**Task to carry out**
Transcribe each entry so that nothing differs from the original.

**Provided records**
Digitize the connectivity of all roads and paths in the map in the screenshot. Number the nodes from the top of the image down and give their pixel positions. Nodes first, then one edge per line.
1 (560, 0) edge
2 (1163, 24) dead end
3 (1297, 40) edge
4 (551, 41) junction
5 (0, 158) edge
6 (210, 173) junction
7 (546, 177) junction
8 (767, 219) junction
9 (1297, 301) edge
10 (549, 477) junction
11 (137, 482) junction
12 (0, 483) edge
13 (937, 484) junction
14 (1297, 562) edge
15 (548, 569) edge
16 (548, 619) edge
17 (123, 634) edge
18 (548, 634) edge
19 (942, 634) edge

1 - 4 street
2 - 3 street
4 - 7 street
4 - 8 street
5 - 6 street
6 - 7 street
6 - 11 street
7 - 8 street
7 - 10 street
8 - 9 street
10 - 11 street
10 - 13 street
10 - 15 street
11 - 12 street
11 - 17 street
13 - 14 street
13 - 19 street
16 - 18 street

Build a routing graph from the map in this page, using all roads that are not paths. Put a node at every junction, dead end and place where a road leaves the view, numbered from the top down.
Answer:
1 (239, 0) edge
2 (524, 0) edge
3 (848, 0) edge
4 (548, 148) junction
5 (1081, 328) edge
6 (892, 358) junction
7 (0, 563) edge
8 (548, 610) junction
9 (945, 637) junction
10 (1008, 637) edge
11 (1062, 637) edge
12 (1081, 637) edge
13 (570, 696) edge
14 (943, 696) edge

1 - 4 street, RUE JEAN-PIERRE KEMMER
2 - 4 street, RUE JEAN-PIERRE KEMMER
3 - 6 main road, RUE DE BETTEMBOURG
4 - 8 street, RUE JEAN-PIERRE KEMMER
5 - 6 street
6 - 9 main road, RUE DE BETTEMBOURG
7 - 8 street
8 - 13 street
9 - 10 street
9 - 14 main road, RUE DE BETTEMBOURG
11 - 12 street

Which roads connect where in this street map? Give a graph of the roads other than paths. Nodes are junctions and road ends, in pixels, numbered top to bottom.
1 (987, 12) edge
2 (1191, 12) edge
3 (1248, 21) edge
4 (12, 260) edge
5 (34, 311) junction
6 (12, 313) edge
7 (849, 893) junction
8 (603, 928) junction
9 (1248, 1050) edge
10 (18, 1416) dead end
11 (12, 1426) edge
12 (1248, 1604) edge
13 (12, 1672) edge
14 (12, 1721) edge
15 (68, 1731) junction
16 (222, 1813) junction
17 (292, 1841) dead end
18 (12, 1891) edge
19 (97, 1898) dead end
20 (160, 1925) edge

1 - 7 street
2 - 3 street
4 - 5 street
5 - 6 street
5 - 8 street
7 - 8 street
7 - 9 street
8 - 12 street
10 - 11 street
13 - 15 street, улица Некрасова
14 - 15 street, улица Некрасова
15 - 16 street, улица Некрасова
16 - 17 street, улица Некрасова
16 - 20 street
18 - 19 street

**Your response**
Digitize the connectivity of all roads and paths in the map in the screenshot. Number the nodes from the top of the image down and give their pixel positions. Nodes first, then one edge per line.
1 (560, 0) edge
2 (1163, 24) dead end
3 (1297, 40) edge
4 (551, 41) junction
5 (0, 158) edge
6 (210, 173) junction
7 (546, 177) junction
8 (767, 219) junction
9 (1297, 301) edge
10 (549, 477) junction
11 (137, 482) junction
12 (0, 483) edge
13 (937, 484) junction
14 (1297, 562) edge
15 (548, 569) edge
16 (548, 619) edge
17 (123, 634) edge
18 (548, 634) edge
19 (942, 634) edge

1 - 4 street
2 - 3 street
4 - 7 street
4 - 8 street
5 - 6 street
6 - 7 street
6 - 11 street
7 - 8 street
7 - 10 street
8 - 9 street
10 - 11 street
10 - 13 street
10 - 15 street
11 - 12 street
11 - 17 street
13 - 14 street
13 - 19 street
16 - 18 street

Build a routing graph from the map in this page, using all roads that are not paths. Put a node at every junction, dead end and place where a road leaves the view, numbered from the top down.
Answer:
1 (239, 0) edge
2 (524, 0) edge
3 (848, 0) edge
4 (548, 148) junction
5 (1081, 328) edge
6 (892, 358) junction
7 (0, 563) edge
8 (548, 610) junction
9 (945, 637) junction
10 (1008, 637) edge
11 (1062, 637) edge
12 (1081, 637) edge
13 (570, 696) edge
14 (943, 696) edge

1 - 4 street, RUE JEAN-PIERRE KEMMER
2 - 4 street, RUE JEAN-PIERRE KEMMER
3 - 6 main road, RUE DE BETTEMBOURG
4 - 8 street, RUE JEAN-PIERRE KEMMER
5 - 6 street
6 - 9 main road, RUE DE BETTEMBOURG
7 - 8 street
8 - 13 street
9 - 10 street
9 - 14 main road, RUE DE BETTEMBOURG
11 - 12 street

Which roads connect where in this street map? Give a graph of the roads other than paths. Nodes are junctions and road ends, in pixels, numbered top to bottom.
1 (987, 12) edge
2 (1191, 12) edge
3 (1248, 21) edge
4 (12, 260) edge
5 (34, 311) junction
6 (12, 313) edge
7 (849, 893) junction
8 (603, 928) junction
9 (1248, 1050) edge
10 (18, 1416) dead end
11 (12, 1426) edge
12 (1248, 1604) edge
13 (12, 1672) edge
14 (12, 1721) edge
15 (68, 1731) junction
16 (222, 1813) junction
17 (292, 1841) dead end
18 (12, 1891) edge
19 (97, 1898) dead end
20 (160, 1925) edge

1 - 7 street
2 - 3 street
4 - 5 street
5 - 6 street
5 - 8 street
7 - 8 street
7 - 9 street
8 - 12 street
10 - 11 street
13 - 15 street, улица Некрасова
14 - 15 street, улица Некрасова
15 - 16 street, улица Некрасова
16 - 17 street, улица Некрасова
16 - 20 street
18 - 19 street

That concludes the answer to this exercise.